La spéculation fait partie du football et un bon joueur est toujours courtisé. C’est très bien comme ça. Pour ma part, j’ai été très honnête, loyal : j’ai donné ma façon de penser, j’ai discuté avec les gens concernés. Donc, je n’ai pas peur. Je crois que les gens m’aiment avant tout pour ce que je fais sur un terrain et que, dès que je rejouerai, ils seront heureux de me revoir. Et moi, je peux leur garantir que je vais rester très professionnel.

Quel était votre rêve de gosse ?

J’ai toujours voulu être joueur professionnel, je n’avais pas de plan B. Il est évident que, quand j’ai débuté à Andorinha, je ne pensais pas que je jouerais un jour à Manchester United mais j’ai saisi toutes les opportunités qui se présentaient à moi. Quand ma mère voulait m’offrir un cadeau, je ne demandais jamais un Game Boy ou un ordinateur. Et depuis que je suis en Angleterre, tout s’est précipité. Mais au fond, rien n’a changé : je ne pense toujours qu’au football. Même en vacances, je joue toujours un peu avec les amis.

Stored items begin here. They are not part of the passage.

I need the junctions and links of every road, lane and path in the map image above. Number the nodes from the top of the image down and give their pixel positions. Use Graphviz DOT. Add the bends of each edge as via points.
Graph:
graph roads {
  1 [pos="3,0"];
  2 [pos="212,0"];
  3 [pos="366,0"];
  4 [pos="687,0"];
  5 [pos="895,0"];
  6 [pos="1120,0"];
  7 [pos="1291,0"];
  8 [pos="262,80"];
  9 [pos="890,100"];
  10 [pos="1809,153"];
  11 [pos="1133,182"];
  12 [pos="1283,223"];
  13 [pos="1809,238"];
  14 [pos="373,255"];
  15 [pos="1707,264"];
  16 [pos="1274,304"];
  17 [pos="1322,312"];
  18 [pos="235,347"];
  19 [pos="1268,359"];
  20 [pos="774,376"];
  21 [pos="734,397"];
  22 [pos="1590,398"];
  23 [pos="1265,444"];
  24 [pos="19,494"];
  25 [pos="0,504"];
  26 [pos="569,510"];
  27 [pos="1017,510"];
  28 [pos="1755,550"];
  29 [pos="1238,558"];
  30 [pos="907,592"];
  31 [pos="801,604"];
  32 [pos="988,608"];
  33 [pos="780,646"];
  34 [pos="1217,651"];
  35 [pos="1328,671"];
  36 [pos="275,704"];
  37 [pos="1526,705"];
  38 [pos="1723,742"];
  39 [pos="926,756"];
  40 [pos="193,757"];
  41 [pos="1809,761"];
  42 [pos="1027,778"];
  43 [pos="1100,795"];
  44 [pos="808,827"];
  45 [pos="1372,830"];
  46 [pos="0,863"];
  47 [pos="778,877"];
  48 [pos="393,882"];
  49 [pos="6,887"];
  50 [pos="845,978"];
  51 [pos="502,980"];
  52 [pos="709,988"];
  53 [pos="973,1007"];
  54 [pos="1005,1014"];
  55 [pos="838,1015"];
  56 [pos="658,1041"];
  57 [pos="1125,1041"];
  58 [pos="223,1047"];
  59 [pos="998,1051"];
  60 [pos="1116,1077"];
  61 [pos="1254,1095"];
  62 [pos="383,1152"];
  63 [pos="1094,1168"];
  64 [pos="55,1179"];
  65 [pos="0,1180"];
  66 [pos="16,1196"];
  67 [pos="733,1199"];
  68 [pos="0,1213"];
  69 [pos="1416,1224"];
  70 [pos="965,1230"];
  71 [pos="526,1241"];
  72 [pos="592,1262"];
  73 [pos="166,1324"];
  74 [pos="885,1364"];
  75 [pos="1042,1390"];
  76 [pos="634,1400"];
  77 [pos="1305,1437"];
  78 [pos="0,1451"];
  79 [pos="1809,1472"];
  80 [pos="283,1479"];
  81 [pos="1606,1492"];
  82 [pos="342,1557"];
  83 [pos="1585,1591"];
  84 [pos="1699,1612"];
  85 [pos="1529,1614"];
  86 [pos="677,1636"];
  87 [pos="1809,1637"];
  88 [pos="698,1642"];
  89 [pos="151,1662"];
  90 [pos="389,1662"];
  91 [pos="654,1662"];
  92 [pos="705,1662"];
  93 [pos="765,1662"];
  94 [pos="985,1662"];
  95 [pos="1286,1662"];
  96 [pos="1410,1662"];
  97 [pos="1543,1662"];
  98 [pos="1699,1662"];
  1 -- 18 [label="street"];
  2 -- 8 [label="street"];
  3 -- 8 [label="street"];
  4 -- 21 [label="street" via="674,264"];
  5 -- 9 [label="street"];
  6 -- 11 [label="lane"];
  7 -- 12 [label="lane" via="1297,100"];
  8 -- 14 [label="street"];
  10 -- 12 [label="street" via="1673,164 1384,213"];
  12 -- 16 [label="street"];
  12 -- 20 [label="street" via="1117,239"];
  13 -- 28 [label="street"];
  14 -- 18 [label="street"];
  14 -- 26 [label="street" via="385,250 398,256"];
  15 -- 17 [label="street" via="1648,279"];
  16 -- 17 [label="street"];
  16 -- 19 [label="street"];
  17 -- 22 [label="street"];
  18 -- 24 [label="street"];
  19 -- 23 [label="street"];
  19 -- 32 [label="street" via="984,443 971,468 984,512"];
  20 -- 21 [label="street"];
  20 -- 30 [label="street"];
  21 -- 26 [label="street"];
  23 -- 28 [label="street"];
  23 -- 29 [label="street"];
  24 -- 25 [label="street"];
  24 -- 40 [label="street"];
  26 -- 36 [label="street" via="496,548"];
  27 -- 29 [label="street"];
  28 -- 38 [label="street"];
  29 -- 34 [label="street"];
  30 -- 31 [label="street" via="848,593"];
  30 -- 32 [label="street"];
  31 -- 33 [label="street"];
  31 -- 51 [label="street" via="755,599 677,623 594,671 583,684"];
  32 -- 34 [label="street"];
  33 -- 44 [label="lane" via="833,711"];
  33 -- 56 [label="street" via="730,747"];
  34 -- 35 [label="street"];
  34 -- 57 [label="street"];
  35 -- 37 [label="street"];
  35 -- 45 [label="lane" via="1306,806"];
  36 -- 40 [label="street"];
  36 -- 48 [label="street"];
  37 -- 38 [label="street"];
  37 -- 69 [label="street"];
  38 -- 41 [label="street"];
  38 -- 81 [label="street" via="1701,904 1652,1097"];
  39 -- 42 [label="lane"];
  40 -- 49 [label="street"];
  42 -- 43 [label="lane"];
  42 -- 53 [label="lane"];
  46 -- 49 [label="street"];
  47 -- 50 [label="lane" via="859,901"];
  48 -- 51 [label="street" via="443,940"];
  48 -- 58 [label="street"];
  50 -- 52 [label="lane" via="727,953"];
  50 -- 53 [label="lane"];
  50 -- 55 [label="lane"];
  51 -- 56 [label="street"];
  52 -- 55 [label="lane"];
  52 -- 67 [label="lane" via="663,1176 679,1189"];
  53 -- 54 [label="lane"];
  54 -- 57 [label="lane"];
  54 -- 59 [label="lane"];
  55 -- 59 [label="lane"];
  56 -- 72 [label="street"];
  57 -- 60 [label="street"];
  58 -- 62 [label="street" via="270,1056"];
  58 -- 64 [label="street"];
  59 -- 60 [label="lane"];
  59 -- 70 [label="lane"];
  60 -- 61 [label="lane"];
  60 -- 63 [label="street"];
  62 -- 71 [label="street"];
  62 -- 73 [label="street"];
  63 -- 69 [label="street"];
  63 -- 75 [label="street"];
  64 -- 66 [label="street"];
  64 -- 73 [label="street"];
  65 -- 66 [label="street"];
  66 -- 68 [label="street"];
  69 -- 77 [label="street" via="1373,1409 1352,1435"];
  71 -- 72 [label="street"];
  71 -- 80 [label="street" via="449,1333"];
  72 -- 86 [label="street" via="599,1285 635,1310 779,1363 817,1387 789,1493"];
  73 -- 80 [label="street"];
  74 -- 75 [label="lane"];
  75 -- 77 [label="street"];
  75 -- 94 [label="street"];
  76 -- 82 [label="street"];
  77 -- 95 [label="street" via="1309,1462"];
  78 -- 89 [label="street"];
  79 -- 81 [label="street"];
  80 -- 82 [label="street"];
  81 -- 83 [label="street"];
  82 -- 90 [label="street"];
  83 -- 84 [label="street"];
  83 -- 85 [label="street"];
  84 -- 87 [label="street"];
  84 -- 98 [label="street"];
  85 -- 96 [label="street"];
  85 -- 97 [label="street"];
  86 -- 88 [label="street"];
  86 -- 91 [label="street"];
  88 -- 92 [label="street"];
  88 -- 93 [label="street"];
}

Le ballon est-il toujours un jouet ou est-il devenu un outil ?

( Affirmatif) Un jouet ! Il y a cinq ans que je suis à Manchester. Je ne peux pas croire que ma carrière s’arrêtera déjà lorsque j’aurai 30 ans, dans sept ans !

Votre vie, elle, a pourtant bien changé en dix ans.

Quand ça change dans ce sens-là, c’est facile ( il rit). Ma maison est bien plus belle que celle que nous avions à Quinta Falcão mais cela n’a rien changé à ma personnalité, mon caractère, mes ambitions.

Mais vos petits trucs, ça énerve quand même l’adversaire, non ? Que voulez-vous montrer ? Que vous faites ce que vous voulez sur un terrain ?

J’étais déjà comme cela à l’âge de 8 ans. Peut-être certains pensent-ils que je me moque d’eux mais c’est mon style : j’aime dribbler. Alors, on essaye de me tackler. C’est normal, ça fait partie du jeu.

Et pour les coups francs, vous avez un secret ?

Mes ongles ( il rit) ! Non, sérieusement, seulement le toucher de balle et la pratique.